Friday, October 22, 2010

Gems in a Jar with RedBridge

Using JRuby embed API (RedBridge), it is easy to use Ruby gems from Java. However, packaging might not be simple, so people occasionally struggle to create a "portable" package. Being portable is important for a Java app. All stuffs of the Java app should be packaged in a jar archive, which should work on another PC, or even different OS. This is the good side of Java. This blog illustrates one solution for packaging.

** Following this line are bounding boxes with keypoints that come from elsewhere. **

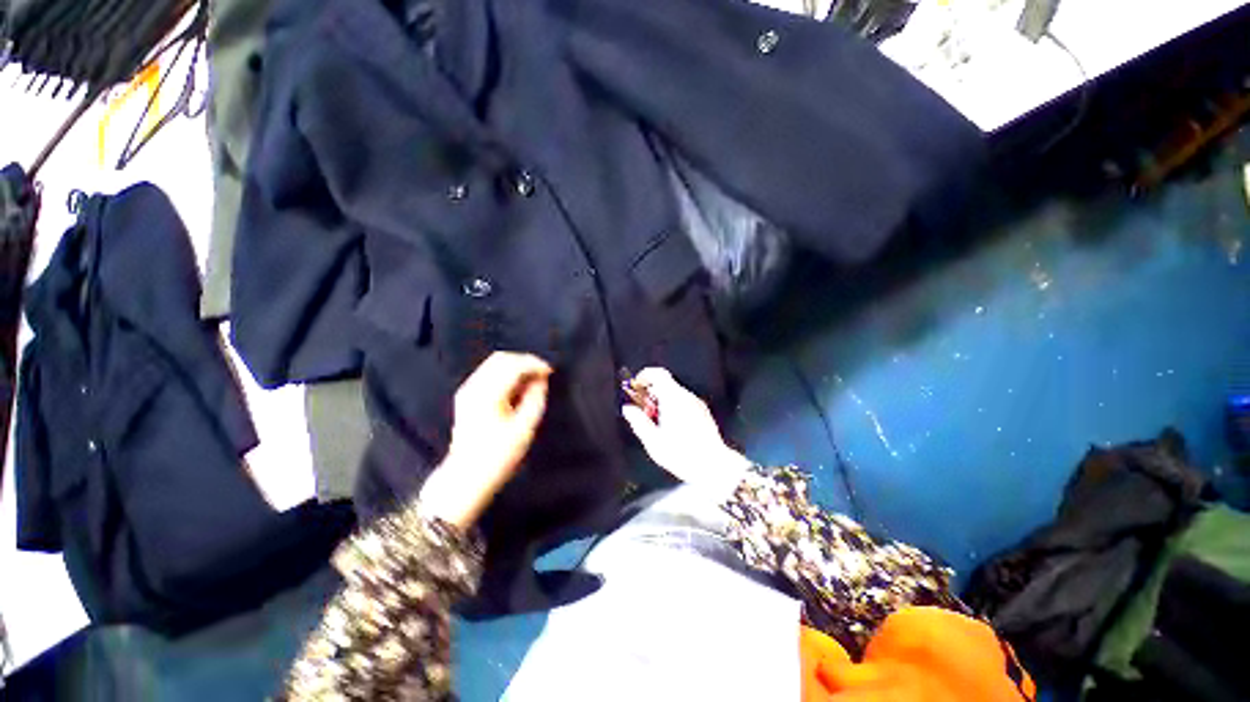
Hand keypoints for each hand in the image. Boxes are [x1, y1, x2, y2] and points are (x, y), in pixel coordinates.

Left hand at [419, 352, 552, 528]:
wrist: (465, 476)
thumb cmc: (498, 456)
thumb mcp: (524, 428)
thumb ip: (535, 399)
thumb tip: (541, 380)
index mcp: (488, 394)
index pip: (513, 365)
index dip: (534, 364)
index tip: (550, 371)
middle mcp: (474, 387)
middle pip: (501, 358)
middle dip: (525, 361)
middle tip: (542, 374)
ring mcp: (467, 390)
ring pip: (493, 363)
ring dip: (515, 366)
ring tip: (533, 380)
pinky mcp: (466, 396)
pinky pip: (488, 373)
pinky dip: (505, 373)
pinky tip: (517, 386)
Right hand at [621, 368, 751, 498]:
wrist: (713, 465)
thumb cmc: (683, 454)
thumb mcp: (653, 441)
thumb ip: (638, 422)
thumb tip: (628, 409)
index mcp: (673, 399)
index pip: (658, 374)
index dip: (644, 376)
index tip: (637, 386)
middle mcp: (686, 397)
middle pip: (665, 384)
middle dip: (651, 394)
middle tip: (642, 410)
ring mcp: (697, 404)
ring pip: (675, 394)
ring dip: (662, 402)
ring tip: (656, 422)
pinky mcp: (703, 412)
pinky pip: (684, 402)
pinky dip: (673, 407)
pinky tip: (670, 427)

I intentionally didn't use jruby command since the command hides what are going on behind. You might be exhausted by lines of "java -jar ....," sorry. But, it helps to understand a packaging process.

Directories


Since I used bundler to install gems, I created directories below to fit them to bundler.

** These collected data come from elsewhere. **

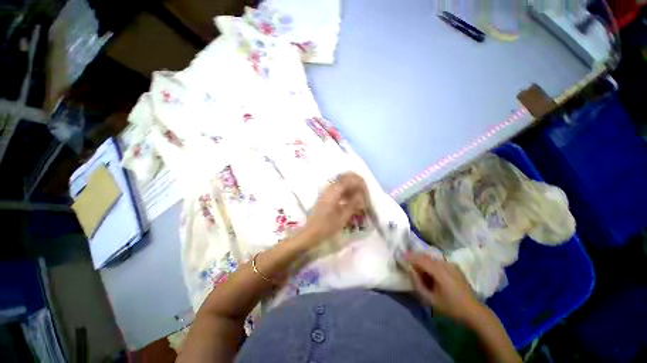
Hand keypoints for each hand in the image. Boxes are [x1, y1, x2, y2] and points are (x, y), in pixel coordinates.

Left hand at [304, 173, 367, 242]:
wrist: (311, 233)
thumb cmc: (327, 226)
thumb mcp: (343, 217)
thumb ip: (353, 204)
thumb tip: (361, 196)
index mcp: (333, 193)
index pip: (347, 180)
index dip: (357, 182)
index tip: (365, 188)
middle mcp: (328, 190)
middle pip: (343, 179)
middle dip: (354, 182)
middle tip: (362, 190)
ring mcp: (325, 193)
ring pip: (340, 184)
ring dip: (349, 187)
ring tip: (358, 196)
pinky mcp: (324, 197)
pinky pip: (336, 190)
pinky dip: (344, 192)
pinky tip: (349, 200)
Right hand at [407, 253, 482, 323]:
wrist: (474, 311)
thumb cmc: (451, 307)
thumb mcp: (431, 299)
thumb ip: (418, 283)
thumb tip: (410, 269)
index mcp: (439, 271)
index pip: (420, 259)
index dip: (409, 256)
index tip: (400, 255)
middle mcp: (444, 264)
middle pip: (425, 256)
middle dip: (414, 257)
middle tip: (406, 260)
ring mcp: (450, 264)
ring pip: (431, 258)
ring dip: (422, 260)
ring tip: (416, 267)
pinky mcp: (454, 267)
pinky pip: (438, 261)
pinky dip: (430, 262)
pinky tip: (428, 271)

Linden -+- lib -+- jruby -+- 1.8
+- src -+- linden
+- build

"Linden" is a top directory and the name doesn't have any special meaning. You can name it whatever you like. "lib/jruby/1.8" is the directory gems will be installed. "src" is for Java code, and "build" is for compiled *.class files.

Bundler Installation


I intentionally used jruby-complete.jar to assure gems won't be installed in the default location. The path to jruby-complete.jar can be anything since typing a full path to jruby-complete.jar works. But, I like a short path to type, so I copied jruby-complete.jar under "Linden/lib." Now, the directories/files were as in below:

Linden -+- lib -+- jruby -+- 1.8
+- jruby-complete.jar
+- src -+- linden
+- build


Then, the bundler installation went:

cd lib
java -jar jruby-complete.jar -S gem install bundler jruby-openssl --no-ri --no-rdoc -i jruby/1.8

Bundler and jruby-openssl gems were installed and the directories became as in below:

Linden -+- lib -+- jruby -+- 1.8 -+- bin -+- bundle
| +- cache -+- ...
| +- doc
| +- gems -+- bouncy-castle-java-1.5.0145.2 -+- ...
| | +- bundler-1.0.3 -+- ...
| | +- jruby-openssl-0.7.1 -+- ...

| +- specifications -+- ...
+- jruby-complete.jar
+- src -+- linden
+- build

Let's see whether gems are really installed.

export GEM_PATH=`pwd`/jruby/1.8
java -jar jruby-complete.jar -S gem list

This command should print out the installed three gems and pre-installed gems.

*** LOCAL GEMS ***

bouncy-castle-java (1.5.0145.2)
bundler (1.0.3)
columnize (0.3.1)
jruby-openssl (0.7.1)
rake (0.8.7)
rspec (1.3.0)
ruby-debug (0.10.3)
ruby-debug-base (0.10.3.2)
sources (0.0.1)

OK. Bundler was installed successfully.

Installation of other gems


Next step is to install other gems using bundler, so I used bundle command. Theoretically, PATH environment variable should work to find bundle command by ruby. Unfortunately, this didn't work in my "java -jar ..." usage. Instead, I typed a path to bundle command after -S option.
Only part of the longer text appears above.